[Dataset entries]
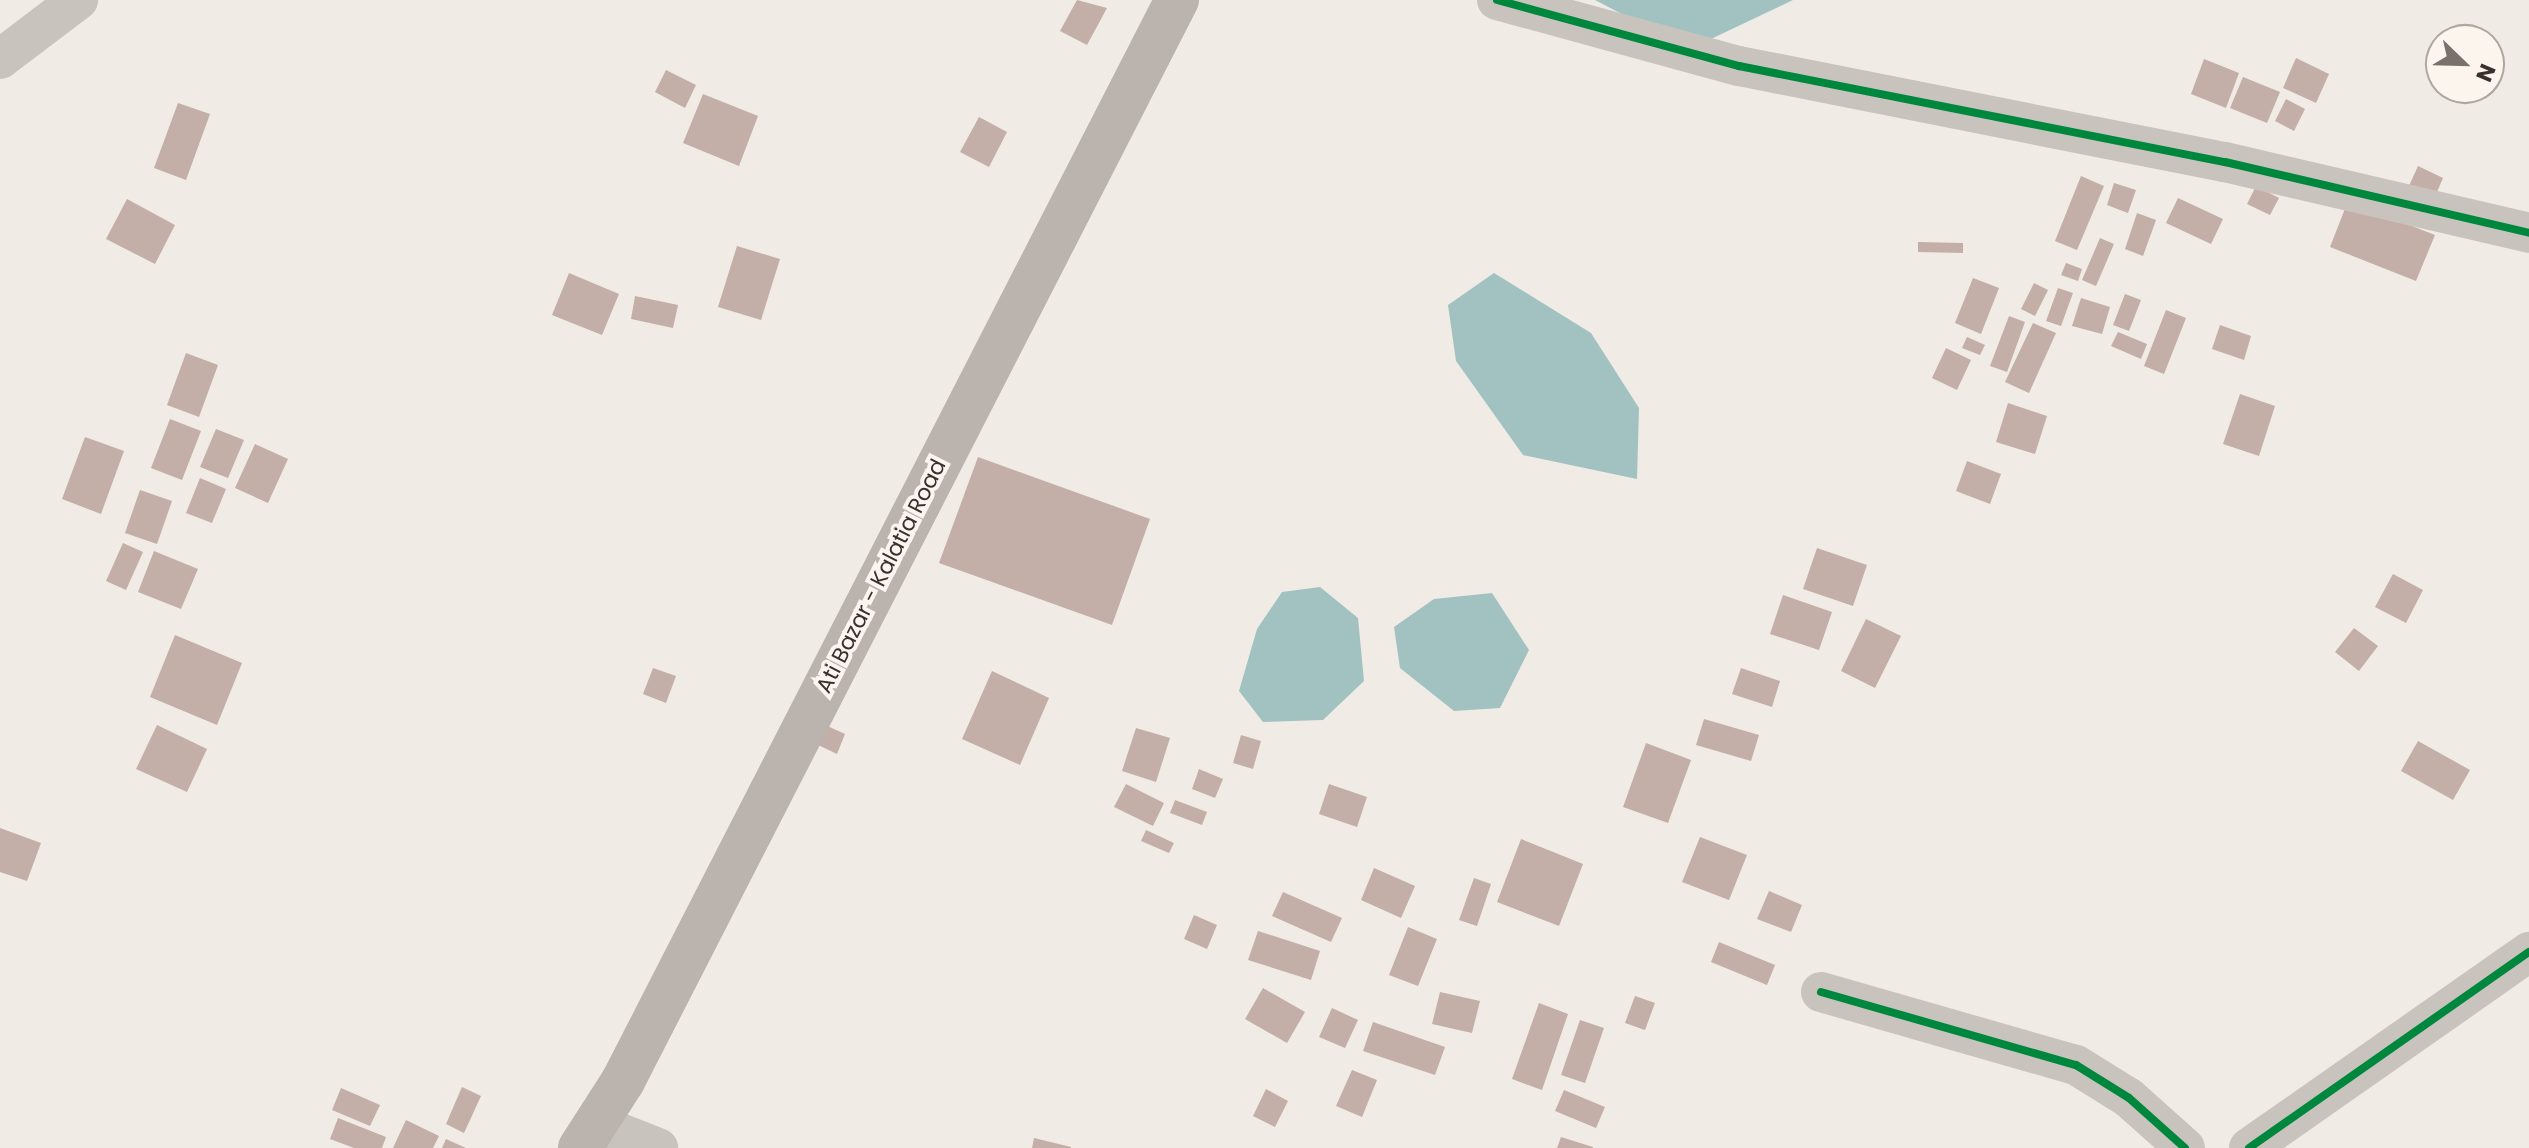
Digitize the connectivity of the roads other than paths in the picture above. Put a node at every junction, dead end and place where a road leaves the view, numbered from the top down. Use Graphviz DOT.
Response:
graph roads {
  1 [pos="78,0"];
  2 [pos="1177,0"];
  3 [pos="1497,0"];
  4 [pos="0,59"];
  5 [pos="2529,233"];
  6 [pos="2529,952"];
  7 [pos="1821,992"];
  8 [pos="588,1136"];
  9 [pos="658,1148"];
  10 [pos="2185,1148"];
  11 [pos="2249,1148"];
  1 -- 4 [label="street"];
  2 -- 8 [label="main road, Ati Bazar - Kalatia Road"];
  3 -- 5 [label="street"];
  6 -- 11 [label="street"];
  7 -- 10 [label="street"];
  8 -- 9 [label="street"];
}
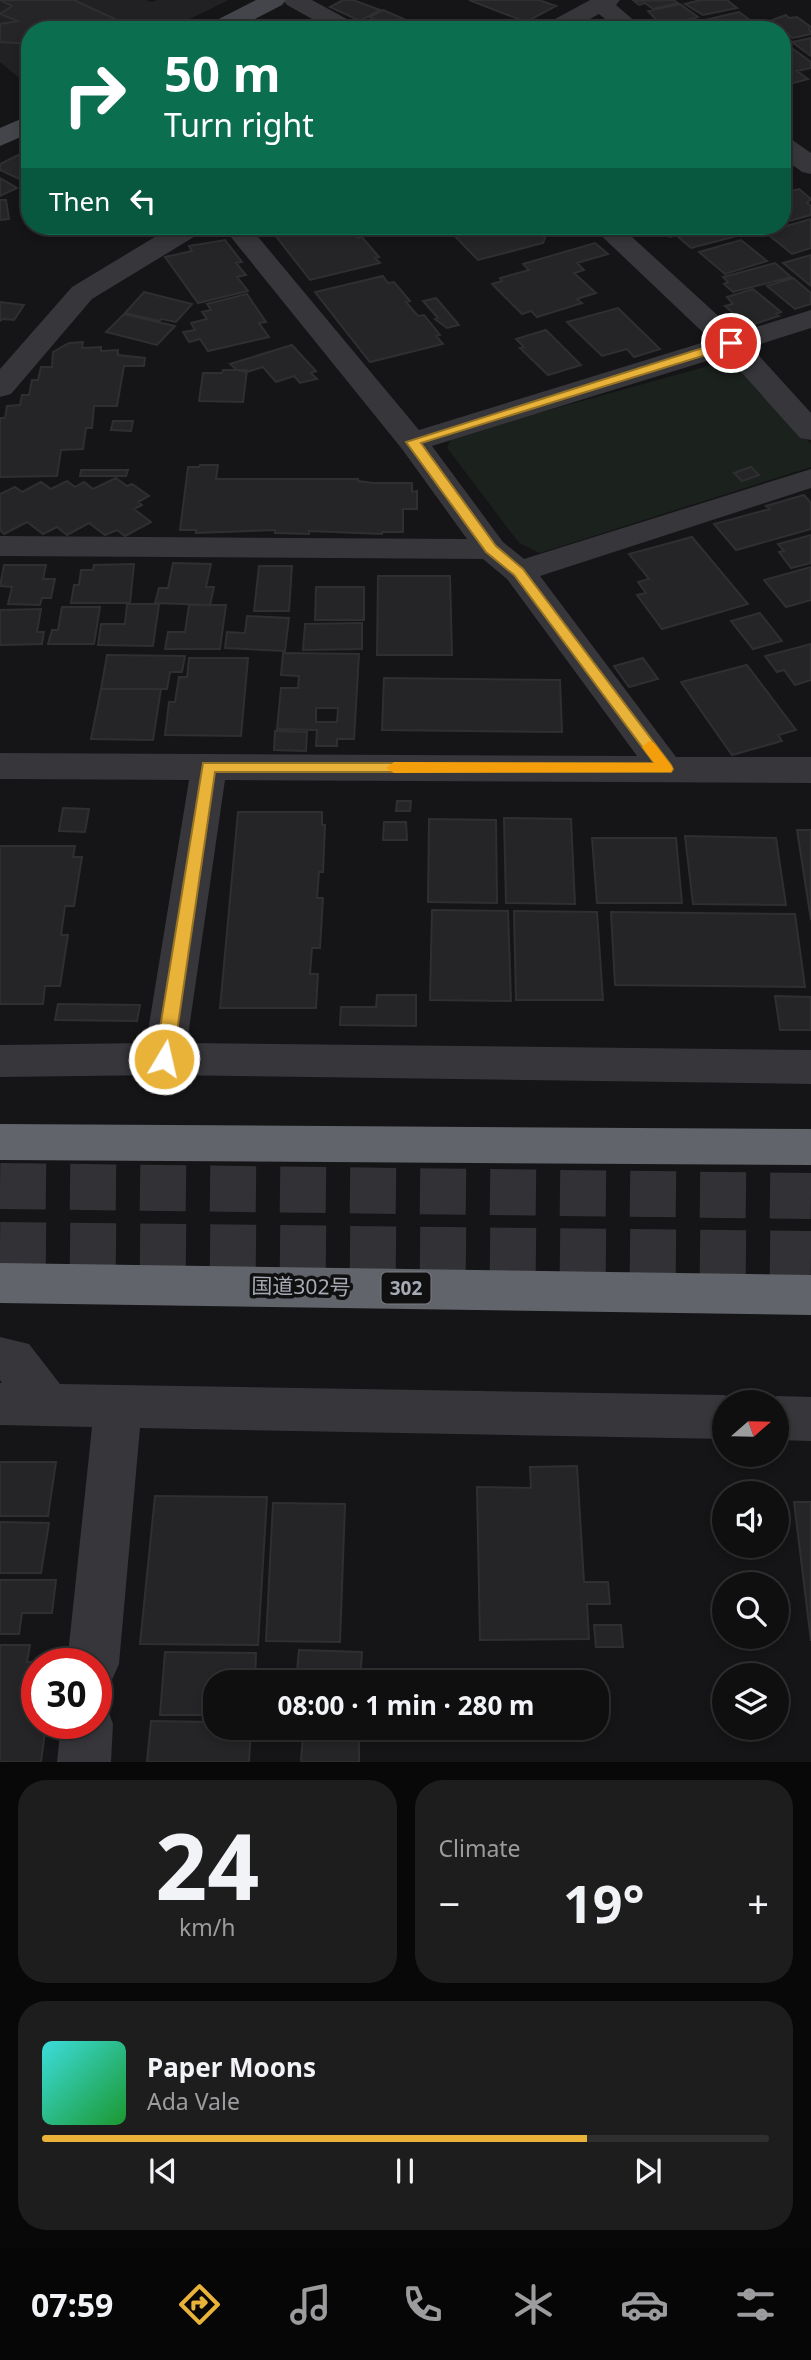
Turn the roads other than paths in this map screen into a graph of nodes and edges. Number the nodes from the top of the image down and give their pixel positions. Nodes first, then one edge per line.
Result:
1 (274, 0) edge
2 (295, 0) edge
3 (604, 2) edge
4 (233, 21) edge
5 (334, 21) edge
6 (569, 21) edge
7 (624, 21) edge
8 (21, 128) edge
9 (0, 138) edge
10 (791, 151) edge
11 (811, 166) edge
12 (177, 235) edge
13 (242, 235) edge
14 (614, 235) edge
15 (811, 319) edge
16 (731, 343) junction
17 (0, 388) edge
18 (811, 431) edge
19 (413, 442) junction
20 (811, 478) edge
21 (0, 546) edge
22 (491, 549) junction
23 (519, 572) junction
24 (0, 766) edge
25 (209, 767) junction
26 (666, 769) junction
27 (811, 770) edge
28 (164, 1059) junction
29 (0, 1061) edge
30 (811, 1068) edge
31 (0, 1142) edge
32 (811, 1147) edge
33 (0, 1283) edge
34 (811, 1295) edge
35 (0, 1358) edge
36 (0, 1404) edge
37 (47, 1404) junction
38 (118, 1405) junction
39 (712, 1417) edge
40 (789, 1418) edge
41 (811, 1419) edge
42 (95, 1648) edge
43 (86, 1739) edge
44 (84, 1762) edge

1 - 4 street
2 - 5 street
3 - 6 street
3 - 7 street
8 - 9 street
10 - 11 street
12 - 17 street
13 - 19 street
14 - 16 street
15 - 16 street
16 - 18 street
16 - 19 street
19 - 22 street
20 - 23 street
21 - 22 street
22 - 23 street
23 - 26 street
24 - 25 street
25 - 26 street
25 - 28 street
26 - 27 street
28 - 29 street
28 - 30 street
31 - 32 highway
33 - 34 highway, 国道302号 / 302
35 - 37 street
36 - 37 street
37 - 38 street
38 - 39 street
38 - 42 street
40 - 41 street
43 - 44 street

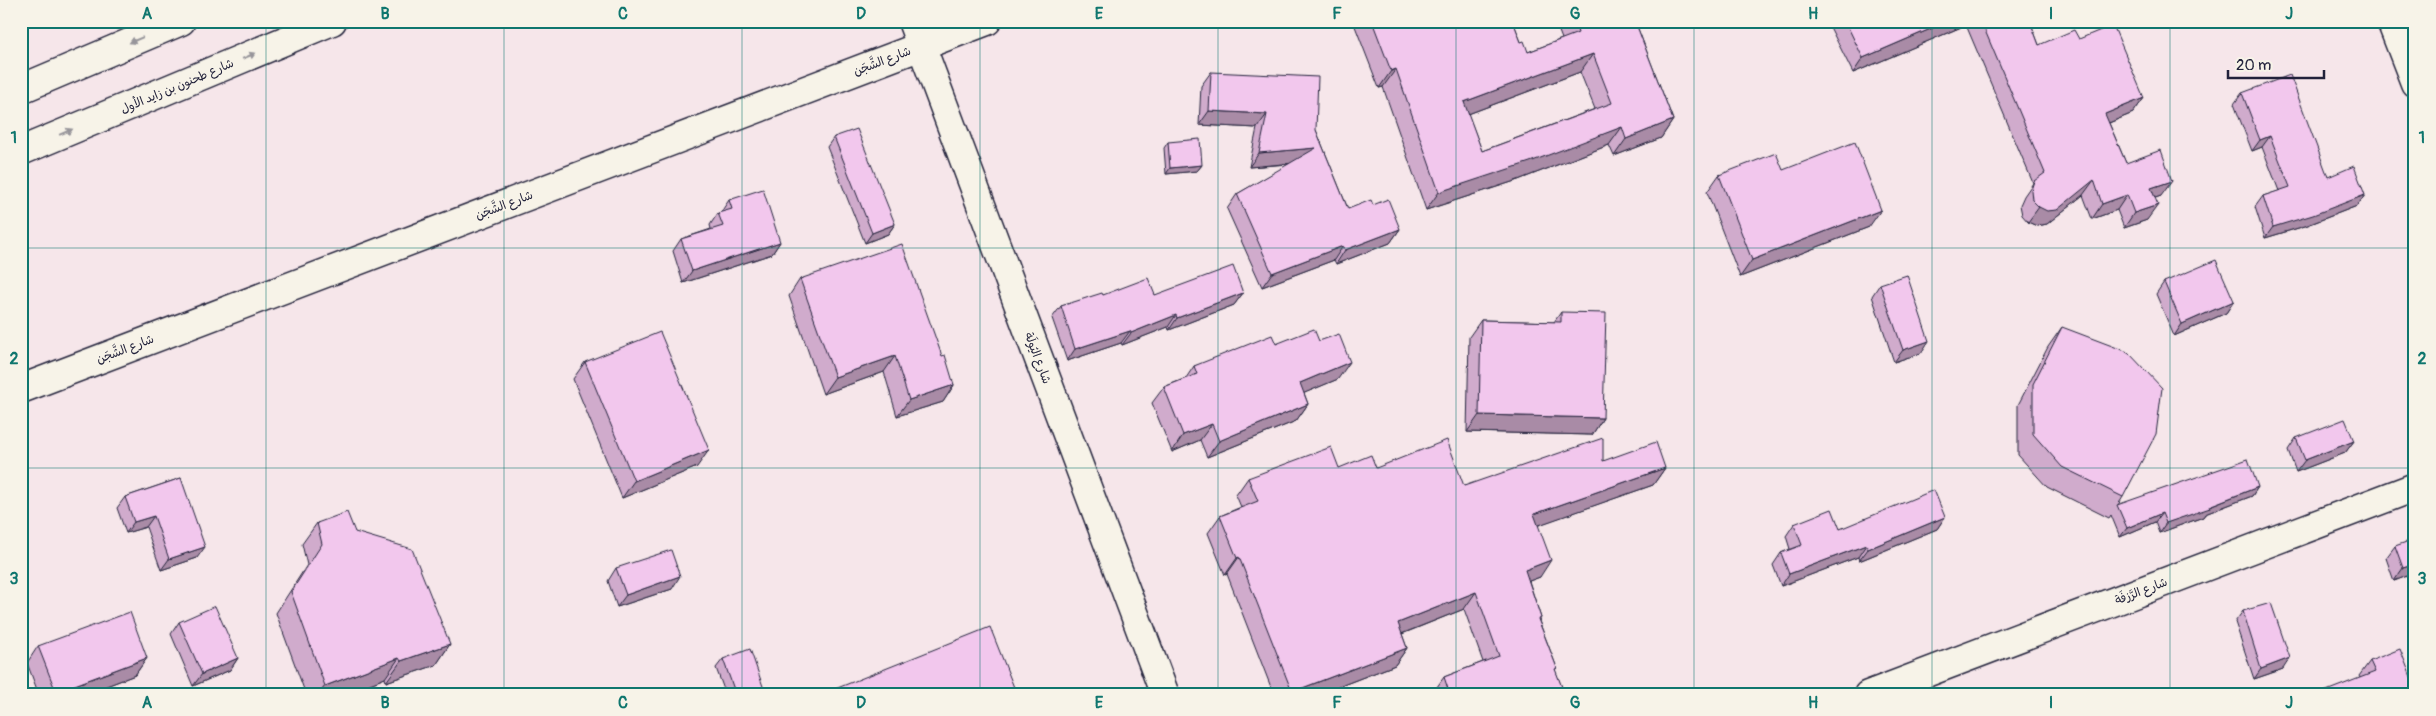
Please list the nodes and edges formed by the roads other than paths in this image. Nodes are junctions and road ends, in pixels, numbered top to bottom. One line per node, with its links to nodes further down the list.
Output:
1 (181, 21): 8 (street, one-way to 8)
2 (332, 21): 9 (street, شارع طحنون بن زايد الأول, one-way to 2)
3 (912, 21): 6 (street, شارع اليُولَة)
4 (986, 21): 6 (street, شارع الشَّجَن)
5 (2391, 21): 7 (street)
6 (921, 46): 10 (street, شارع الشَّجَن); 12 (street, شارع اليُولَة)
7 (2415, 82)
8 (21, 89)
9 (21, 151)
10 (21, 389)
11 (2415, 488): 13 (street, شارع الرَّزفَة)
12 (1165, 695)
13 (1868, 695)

# WHAT NEEDS TO BE DONE
Scan the data for the string "other" and copy each line in which it occurs.

# RESPONSE
Digitize the connectivity of the roads other than paths in the picture above. Put a node at every junction, dead end and place where a road leaves the view, numbered from the top down. Use Graphviz DOT.
Turn the roads other than paths in this map screen into a graph of nodes and edges. Number the nodes from the top of the image down and give their pixel positions. Nodes first, then one edge per line.
Please list the nodes and edges formed by the roads other than paths in this image. Nodes are junctions and road ends, in pixels, numbered top to bottom. One line per node, with its links to nodes further down the list.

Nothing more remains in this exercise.